AĞRI - Diyadin’in Tendürek bölgesinde süren operasyon ve yasak nedeniyle yaylalara gidemeyen yurttaşlar, başka köylerden mera kiralamak zorunda kaldı.
Ağrı’nın Diyadin ve Doğubayazıt ilçeleri ile Van’ın Çaldıran ilçesi arasında bulunan Tendürek bölgesinde 24 Mayıs’tan bu yana askeri operasyon devam ediyor. Bölge halkının tek geçim kaynağı olan hayvancılığın, operasyon ve “güvenlik” gerekçesiyle konulan yasaklar nedeniyle günden güne bitiği Diyadin’de, yaylalara gidemeyen yurttaşlar, başka köylerden mera kiralamak zorunda kalıyor.
YAYLA YASAKLANINCA MERA KİRALANDI
Her yıl bahar aylarında çıktıkları yaylaları yasaklanan Günbuldu (Meya), Tezekent ve Davut köyü sakinleri, yasak son bulmayınca çareyi Kapuzan (Göğebakan) köyüne ait meraları kiralamakta buldu. Operasyonun sürdüğü bölgeye 13 kilometre uzaklıkta bulunan Günbuldu köyünden Mehmet Demirtaş, her yıl gittikleri Eledağ yaylasının yasaklı olduğu için Göğebakan köyünün merasını kiraladıklarını dile getirerek, yasağın yaşamlarını nasıl etkilediğini anlattı. Nasırlı elleriyle inek sağan 57 yaşındaki Demirtaş, “28 tane ineğim var. Onlarda olmasa ne ile geçineceğim bilmiyorum. Ama artık onlarda bana yük olmaya başladı. Çünkü onları otlatacağım bir alan bile kalmadı. Yaylalara çıkmadıkları sürece yem ile beslemek zorundayız. Bu da ayrı bir külfet oluyor. Sanki hiç derdimiz yokmuş gibi bir de bu bize dert oldu” diye konuştu.
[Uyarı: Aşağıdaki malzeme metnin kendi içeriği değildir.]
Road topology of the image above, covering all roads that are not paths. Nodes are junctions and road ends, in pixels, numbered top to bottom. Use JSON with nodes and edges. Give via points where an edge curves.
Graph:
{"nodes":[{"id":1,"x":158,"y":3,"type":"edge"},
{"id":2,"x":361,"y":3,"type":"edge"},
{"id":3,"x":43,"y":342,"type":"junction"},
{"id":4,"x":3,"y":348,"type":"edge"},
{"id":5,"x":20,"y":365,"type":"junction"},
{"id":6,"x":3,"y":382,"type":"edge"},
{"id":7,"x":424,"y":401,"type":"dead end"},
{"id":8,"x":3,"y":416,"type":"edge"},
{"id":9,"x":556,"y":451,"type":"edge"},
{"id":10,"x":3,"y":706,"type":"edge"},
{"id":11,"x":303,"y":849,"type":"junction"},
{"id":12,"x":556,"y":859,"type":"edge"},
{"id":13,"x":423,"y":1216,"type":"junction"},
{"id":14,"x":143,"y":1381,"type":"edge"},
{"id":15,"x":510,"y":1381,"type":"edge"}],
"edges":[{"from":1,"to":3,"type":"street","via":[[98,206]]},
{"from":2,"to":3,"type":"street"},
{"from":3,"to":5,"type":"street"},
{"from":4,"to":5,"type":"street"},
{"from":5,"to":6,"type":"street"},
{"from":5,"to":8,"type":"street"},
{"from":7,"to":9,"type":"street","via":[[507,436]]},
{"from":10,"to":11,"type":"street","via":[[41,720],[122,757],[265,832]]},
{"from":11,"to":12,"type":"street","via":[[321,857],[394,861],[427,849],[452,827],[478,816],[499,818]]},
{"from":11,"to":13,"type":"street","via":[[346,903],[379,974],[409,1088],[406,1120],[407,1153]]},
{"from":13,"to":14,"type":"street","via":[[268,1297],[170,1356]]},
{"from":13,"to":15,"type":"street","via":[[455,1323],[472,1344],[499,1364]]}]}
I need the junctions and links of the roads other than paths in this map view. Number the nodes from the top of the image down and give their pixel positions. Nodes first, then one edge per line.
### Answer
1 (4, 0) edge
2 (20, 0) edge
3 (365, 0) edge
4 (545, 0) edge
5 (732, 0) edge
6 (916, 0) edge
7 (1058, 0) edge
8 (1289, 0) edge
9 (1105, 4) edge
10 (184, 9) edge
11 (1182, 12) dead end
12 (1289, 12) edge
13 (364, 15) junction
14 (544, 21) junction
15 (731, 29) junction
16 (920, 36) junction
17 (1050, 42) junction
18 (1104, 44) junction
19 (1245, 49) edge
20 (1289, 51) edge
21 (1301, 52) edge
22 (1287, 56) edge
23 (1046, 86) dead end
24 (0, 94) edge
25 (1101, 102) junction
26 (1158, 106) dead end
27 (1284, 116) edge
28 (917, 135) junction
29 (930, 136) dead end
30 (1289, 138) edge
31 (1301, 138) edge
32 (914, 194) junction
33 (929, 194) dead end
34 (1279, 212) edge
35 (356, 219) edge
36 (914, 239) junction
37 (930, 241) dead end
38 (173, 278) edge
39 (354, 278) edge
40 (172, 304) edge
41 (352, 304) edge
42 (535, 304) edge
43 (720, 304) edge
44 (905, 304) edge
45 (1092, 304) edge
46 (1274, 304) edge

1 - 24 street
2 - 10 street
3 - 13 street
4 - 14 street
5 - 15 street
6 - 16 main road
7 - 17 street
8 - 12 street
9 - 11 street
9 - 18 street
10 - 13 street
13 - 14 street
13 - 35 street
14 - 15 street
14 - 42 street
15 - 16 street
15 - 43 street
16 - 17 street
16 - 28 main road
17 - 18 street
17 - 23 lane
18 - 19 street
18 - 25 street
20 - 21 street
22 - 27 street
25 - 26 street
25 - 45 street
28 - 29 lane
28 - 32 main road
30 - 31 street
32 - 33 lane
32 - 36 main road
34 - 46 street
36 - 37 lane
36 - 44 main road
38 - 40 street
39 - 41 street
‘SAVAŞIN İÇİNDE HAYVAN BAKIYORUZ’
Yaylaya çıkmaları durumunda askeriyenin müdahale edeceğini vurgulayan Demirtaş, “Hayvan bakımı zaten zahmetli bir iş ama gelin görün ki biz savaşın için de hayvanlara bakıyoruz. Ne yapacağımızı bilmiyoruz” dedi.
‘HEM BİZ HEM HAYVANLAR EZİYET ÇEKİYOR’
Tendürek bölgesine yaklaşık 7 kilometre uzaklıkta bulunan Tezekent köyünden Gökhan Yaşar ise her yıl Mayıs ayında Belakurmi yaylasına çıktıklarını ancak bu yıl yasaktan dolayı gidemediklerini belirtti. Kızgın güneşin altında koyunlarını otlatan Yaşar, yayla yasakları yüzünden hem kendilerinin hem de hayvanlarının eziyet çektiğini dile getirerek, “Yaylaya çıksaydık hayvanlar serin ortamda rahat rahat otlanacaktı. Her gün hayvanları otlatabilmek için kilometrelerce yol yürüyorum. Hayvanlar bir köye gidiyor bir meraya gidiyor” dedi.
‘MERA KİRALAMAK ÇÖZÜM DEĞİL’
Mera kiralamanın çözüm olmayacağını bir süre sonra meralardaki otların da biteceğini belirten Yaşar, “Yaylalara çıkmak istedik yasak dediler götüremedik. Bu otlak alan da bitecek. Ya hastalıktan ya açlıktan hayvanlar ölecek. Yayla yasaklarını kaldırın. Bu hayvanlar bizim ekmeğimiz. Biz de hayvanlarda perişan olduk gide gele. Bunca insana yazık değil mi” diye sordu?
‘BAŞIMIZA GELMEYEN KALMADI’
Kendi küçük yükü büyük 13 yaşındaki çoban Yılmaz Satıcı da gözleri dolarak, Girdehol yaylasını özlediğini söyledi. Göğebakan’da kiraladıkları meranın dışına çıkamadıklarını belirten Yılmaz, “Muhtar yaylaya çıkamayacağımızı söyledi. Devlet neden bizim ne yiyeceğimizi içeceğimizi düşünmüyor? Çocukluğum savaşın içinde geçiyor. Acaba bir gün barış gelecek mi? Devletin başımıza getirmediği kalmadı. Topraklara, insanlara hatta hayvanlara bile baskı uyguluyor” diye konuştu.